[Dataset records]
- Opening Delimiter -
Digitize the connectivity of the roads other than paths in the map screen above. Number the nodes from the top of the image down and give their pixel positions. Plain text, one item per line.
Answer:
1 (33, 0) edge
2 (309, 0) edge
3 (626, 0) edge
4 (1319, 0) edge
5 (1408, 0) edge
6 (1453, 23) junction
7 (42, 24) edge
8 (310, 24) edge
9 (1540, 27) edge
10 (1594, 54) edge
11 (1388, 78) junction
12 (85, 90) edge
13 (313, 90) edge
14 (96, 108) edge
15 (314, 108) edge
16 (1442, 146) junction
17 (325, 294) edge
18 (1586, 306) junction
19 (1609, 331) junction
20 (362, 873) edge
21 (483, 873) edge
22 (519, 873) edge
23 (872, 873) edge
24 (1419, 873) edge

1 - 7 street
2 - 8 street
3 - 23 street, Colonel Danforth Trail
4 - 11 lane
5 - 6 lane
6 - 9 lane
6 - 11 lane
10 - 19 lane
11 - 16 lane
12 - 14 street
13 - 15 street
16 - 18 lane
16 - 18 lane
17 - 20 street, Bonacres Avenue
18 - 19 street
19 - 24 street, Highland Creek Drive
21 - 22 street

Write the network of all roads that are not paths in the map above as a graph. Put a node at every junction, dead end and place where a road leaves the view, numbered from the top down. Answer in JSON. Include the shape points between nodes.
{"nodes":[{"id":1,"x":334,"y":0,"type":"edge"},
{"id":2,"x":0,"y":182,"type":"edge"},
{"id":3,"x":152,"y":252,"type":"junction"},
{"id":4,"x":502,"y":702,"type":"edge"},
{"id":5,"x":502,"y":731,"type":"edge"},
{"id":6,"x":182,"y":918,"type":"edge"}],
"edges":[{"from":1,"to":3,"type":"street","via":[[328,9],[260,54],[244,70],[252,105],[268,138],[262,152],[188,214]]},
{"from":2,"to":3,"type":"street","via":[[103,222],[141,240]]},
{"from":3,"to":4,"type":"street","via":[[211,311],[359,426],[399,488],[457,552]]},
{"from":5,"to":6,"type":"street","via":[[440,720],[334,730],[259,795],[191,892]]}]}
- Closing Delimiter -
Retype the entries shown above. Keep every word exactly as it is.

## Solved exercise
Digitize the connectivity of the roads other than paths in the map screen above. Number the nodes from the top of the image down and give their pixel positions. Plain text, one item per line.
Answer:
1 (33, 0) edge
2 (309, 0) edge
3 (626, 0) edge
4 (1319, 0) edge
5 (1408, 0) edge
6 (1453, 23) junction
7 (42, 24) edge
8 (310, 24) edge
9 (1540, 27) edge
10 (1594, 54) edge
11 (1388, 78) junction
12 (85, 90) edge
13 (313, 90) edge
14 (96, 108) edge
15 (314, 108) edge
16 (1442, 146) junction
17 (325, 294) edge
18 (1586, 306) junction
19 (1609, 331) junction
20 (362, 873) edge
21 (483, 873) edge
22 (519, 873) edge
23 (872, 873) edge
24 (1419, 873) edge

1 - 7 street
2 - 8 street
3 - 23 street, Colonel Danforth Trail
4 - 11 lane
5 - 6 lane
6 - 9 lane
6 - 11 lane
10 - 19 lane
11 - 16 lane
12 - 14 street
13 - 15 street
16 - 18 lane
16 - 18 lane
17 - 20 street, Bonacres Avenue
18 - 19 street
19 - 24 street, Highland Creek Drive
21 - 22 street

Write the network of all roads that are not paths in the map above as a graph. Put a node at every junction, dead end and place where a road leaves the view, numbered from the top down. Answer in JSON. Include the shape points between nodes.
{"nodes":[{"id":1,"x":334,"y":0,"type":"edge"},
{"id":2,"x":0,"y":182,"type":"edge"},
{"id":3,"x":152,"y":252,"type":"junction"},
{"id":4,"x":502,"y":702,"type":"edge"},
{"id":5,"x":502,"y":731,"type":"edge"},
{"id":6,"x":182,"y":918,"type":"edge"}],
"edges":[{"from":1,"to":3,"type":"street","via":[[328,9],[260,54],[244,70],[252,105],[268,138],[262,152],[188,214]]},
{"from":2,"to":3,"type":"street","via":[[103,222],[141,240]]},
{"from":3,"to":4,"type":"street","via":[[211,311],[359,426],[399,488],[457,552]]},
{"from":5,"to":6,"type":"street","via":[[440,720],[334,730],[259,795],[191,892]]}]}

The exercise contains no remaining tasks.